(Beginning of ENTRIES SHOWN)

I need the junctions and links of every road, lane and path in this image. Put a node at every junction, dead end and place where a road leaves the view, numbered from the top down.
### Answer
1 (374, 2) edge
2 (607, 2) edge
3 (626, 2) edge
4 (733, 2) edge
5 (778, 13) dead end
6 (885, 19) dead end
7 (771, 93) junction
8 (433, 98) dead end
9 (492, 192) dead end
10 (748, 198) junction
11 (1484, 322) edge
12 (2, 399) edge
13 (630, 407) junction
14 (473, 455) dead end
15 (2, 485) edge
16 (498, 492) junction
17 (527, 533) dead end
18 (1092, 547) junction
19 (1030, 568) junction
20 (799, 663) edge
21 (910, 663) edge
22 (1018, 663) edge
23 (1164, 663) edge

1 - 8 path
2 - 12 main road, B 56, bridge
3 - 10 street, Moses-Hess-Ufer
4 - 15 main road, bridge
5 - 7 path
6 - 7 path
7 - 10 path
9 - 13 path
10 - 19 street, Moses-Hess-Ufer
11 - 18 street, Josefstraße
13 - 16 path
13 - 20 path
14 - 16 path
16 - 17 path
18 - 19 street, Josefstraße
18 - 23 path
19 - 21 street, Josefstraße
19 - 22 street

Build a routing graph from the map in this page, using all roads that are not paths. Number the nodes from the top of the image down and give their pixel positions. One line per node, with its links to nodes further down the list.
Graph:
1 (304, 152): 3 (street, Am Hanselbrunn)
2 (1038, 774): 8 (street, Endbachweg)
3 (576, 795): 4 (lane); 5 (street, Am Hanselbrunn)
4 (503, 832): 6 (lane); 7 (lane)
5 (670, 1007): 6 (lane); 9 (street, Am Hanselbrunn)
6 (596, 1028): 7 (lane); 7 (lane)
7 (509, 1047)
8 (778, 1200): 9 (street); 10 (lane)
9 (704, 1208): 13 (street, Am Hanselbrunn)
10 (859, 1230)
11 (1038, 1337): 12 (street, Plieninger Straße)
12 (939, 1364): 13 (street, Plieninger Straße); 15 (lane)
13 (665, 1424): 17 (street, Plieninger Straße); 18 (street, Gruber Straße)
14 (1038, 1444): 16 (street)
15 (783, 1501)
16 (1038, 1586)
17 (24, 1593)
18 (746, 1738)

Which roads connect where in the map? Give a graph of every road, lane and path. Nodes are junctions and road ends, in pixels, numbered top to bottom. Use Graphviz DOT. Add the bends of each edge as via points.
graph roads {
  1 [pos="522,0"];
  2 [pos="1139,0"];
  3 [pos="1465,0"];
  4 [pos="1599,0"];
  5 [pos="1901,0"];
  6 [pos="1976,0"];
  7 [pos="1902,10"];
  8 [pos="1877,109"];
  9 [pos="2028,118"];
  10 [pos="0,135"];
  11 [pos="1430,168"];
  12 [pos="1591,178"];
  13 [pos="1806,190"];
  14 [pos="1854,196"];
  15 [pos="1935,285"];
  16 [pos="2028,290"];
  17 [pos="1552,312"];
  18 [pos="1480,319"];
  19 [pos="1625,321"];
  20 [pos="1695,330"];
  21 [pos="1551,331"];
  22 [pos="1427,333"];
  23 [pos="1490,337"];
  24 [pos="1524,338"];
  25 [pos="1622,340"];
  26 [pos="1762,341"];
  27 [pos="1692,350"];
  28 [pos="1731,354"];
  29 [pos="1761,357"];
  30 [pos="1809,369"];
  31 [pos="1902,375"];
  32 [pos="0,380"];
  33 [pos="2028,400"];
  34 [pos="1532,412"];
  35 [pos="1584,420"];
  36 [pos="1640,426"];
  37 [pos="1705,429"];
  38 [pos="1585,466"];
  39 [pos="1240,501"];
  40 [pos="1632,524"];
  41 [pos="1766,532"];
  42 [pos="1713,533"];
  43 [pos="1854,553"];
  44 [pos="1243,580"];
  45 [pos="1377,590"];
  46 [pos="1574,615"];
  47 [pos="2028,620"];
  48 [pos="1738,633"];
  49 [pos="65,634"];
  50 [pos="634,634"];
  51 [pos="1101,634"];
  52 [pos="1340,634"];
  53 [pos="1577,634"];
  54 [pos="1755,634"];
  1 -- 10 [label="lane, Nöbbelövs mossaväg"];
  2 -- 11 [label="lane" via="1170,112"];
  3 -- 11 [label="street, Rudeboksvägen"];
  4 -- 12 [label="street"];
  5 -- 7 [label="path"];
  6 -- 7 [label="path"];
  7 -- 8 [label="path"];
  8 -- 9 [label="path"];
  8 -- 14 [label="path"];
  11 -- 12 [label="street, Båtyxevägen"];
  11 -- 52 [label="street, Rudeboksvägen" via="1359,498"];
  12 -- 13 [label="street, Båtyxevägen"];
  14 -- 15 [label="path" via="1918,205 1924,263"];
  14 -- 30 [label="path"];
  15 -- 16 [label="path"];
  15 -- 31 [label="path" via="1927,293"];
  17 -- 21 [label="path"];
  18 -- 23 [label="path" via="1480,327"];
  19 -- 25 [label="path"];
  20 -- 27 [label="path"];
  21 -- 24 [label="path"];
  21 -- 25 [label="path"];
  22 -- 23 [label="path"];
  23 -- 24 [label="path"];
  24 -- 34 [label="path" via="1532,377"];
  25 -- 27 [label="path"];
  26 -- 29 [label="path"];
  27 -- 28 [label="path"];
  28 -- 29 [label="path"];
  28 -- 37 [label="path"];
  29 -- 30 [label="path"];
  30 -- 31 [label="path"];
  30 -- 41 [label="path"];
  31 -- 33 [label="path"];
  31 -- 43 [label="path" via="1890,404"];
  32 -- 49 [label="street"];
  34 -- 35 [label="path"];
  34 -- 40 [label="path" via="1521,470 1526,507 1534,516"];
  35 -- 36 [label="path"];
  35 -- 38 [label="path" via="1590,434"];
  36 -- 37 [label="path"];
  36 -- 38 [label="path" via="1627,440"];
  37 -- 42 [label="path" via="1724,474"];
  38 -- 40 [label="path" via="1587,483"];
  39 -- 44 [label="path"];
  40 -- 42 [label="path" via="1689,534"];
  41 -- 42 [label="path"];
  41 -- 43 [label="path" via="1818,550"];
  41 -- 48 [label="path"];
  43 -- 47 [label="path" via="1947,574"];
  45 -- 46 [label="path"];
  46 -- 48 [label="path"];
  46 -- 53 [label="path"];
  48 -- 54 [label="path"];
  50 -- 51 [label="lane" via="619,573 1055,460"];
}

(End of ENTRIES SHOWN)

For each line of the data that includes the word "junctions", return a copy of it.

I need the junctions and links of every road, lane and path in this image. Put a node at every junction, dead end and place where a road leaves the view, numbered from the top down.
Which roads connect where in the map? Give a graph of every road, lane and path. Nodes are junctions and road ends, in pixels, numbered top to bottom. Use Graphviz DOT. Add the bends of each edge as via points.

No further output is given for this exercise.